Mr. Perkins cited a recent oped by Washington Post columnist Jennifer Rubin, who suggested that values voters should demonstrate their values through public advocacy and service to others, drop “grievance-mongering, resentment, and tribal identity” and seek to “repair” their image.

“Has there been a greater champion of the vulnerable in the womb or the persecuted around the world than Christians? Has any movement done more in private service to the homeless, the sick, or the needy than the church? Unlike the Left, which relies on the government for its charity work, America’s men and women of faith sacrificially give of their own time and resources,” Mr. Perkins writes in reply. “To suggest that we haven’t done our fair share — or worse, added to the suffering — is not only dishonest but insulting. Even so, Rubin claims it’s time for evangelicals to ‘use their influence for good.’ As if ending religious genocide, stopping the slaughter of innocents, promoting a society where people can worship freely, and protecting the family isn’t?”

Mr. Perkins adds, “The only image that needs repairing is the media’s.”

CULTURAL MOMENT

Many Americans have shelled out, oh, $30 or so for a nice Christmas tree from a neighborhood church or the Home Depot. That is not the case in New York City.

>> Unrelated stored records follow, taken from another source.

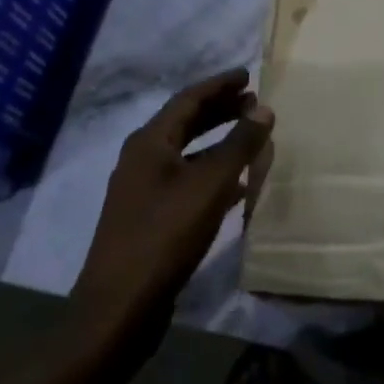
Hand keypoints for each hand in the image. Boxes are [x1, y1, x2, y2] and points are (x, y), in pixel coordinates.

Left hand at [74, 69, 274, 331]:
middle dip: (220, 110)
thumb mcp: (210, 184)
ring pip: (187, 153)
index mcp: (149, 142)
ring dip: (218, 141)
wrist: (120, 307)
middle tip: (253, 102)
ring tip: (251, 136)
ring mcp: (142, 190)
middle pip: (185, 122)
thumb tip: (264, 108)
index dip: (220, 85)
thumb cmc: (165, 235)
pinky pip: (186, 180)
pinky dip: (212, 173)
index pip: (188, 99)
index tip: (248, 75)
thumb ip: (239, 144)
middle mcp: (141, 159)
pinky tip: (238, 185)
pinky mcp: (149, 218)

“Yuletide capitalism is running rampant this year — with the cost of a Christmas tree topping $1,000 in one Manhattan neighborhood. Longtime Greenwich Village tree seller Heather Neville said that her tallest — and priciest — offering will command an astonishing $77 per foot from any buyer who can’t haul it home,” reports The New York Post.

“This 13-foot tree — a beautiful fir — is $750, and with delivery, installation with a stand, and tip would be $1,000,” Ms. Neville told the newspaper — which points out that the total cost is enough to pay for over 600 meals for the homeless at the Bowery Mission.

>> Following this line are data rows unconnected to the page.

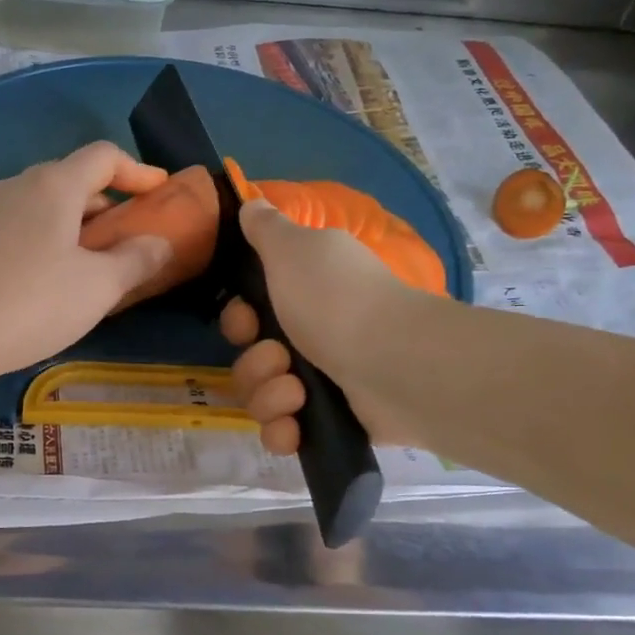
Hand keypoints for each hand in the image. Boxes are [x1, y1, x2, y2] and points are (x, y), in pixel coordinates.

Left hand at [0, 141, 173, 390]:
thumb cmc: (31, 303)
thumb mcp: (98, 287)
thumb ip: (137, 260)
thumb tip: (159, 243)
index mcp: (53, 185)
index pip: (104, 156)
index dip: (138, 170)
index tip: (160, 192)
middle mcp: (17, 185)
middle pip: (72, 178)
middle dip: (107, 202)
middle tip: (129, 237)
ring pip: (44, 205)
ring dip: (77, 224)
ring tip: (93, 263)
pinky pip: (21, 225)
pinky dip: (48, 238)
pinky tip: (49, 279)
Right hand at [221, 199, 425, 453]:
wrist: (396, 364)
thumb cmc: (336, 300)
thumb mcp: (293, 249)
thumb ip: (266, 228)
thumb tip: (252, 202)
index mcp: (303, 295)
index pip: (248, 315)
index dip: (238, 321)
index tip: (249, 321)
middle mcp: (312, 335)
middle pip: (251, 359)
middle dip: (254, 363)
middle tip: (279, 358)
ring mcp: (324, 381)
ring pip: (262, 396)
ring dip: (268, 395)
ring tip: (297, 392)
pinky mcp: (332, 422)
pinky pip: (285, 432)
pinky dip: (284, 431)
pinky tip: (295, 427)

MEETINGS, RECEPTIONS AND A PLANE RIDE

“On Monday, the President will attend meetings at the White House. On Tuesday, the President will sign the 21st Century Cures Act. The President and Vice President will also deliver remarks at this event. On Wednesday, the President will host two Hanukkah receptions at the White House. The First Lady will also attend. On Thursday, the President will attend meetings at the White House. On Friday, the President will attend meetings at the White House. In the evening, the First Family will depart the White House en route to Honolulu, Hawaii.”

— from an official White House dispatch.

CPAC RANKED AMONG TOP EVENTS

Events professionals have considerable praise for the annual Conservative Political Action Conference — CPAC. BizBash, a New York-based industry source for event planners, now ranks CPAC among the top-political events in the nation’s capital, outranked only by the White House Correspondents’ Association annual dinner, the State of the Union address and American Israel Public Affairs Committee Policy Conference.

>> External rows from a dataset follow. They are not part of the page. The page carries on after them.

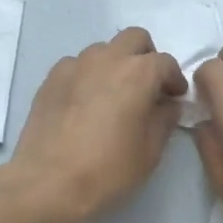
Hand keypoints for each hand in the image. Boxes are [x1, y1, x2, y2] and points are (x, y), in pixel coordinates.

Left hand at [0, 27, 187, 222]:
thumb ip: (164, 120)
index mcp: (137, 73)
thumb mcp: (150, 152)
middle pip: (134, 39)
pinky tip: (85, 103)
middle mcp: (107, 59)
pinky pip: (77, 65)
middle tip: (147, 87)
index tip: (175, 98)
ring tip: (113, 95)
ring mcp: (74, 65)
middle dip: (146, 57)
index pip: (165, 63)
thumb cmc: (107, 170)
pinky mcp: (50, 79)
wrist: (47, 184)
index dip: (174, 80)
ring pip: (103, 50)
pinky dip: (88, 76)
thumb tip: (168, 104)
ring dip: (115, 64)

American Conservative Union chairman Matt Schlapp reminds everyone that the next CPAC is a little over 10 weeks away, Feb. 22-25, staged once again at glittering National Harbor on the banks of the Potomac River about 5 miles south of Washington. Conservatives will be fired up, and hopefully for positive reasons. Mr. Schlapp advises that the theme this year is “We the People: Reclaiming America’s Promise.”

POLL DU JOUR

75 percent of Americans say there are “strong conflicts” between Republicans and Democrats.

66 percent say there are strong conflicts between “blacks and whites.”

60 percent say there are strong conflicts between “rich and poor.”

59 percent say there are strong conflicts between “immigrants and U.S.-born.”

40 percent say the same of “younger and older people,” 40 percent also cite “people in cities and people in rural areas” as marked by conflict.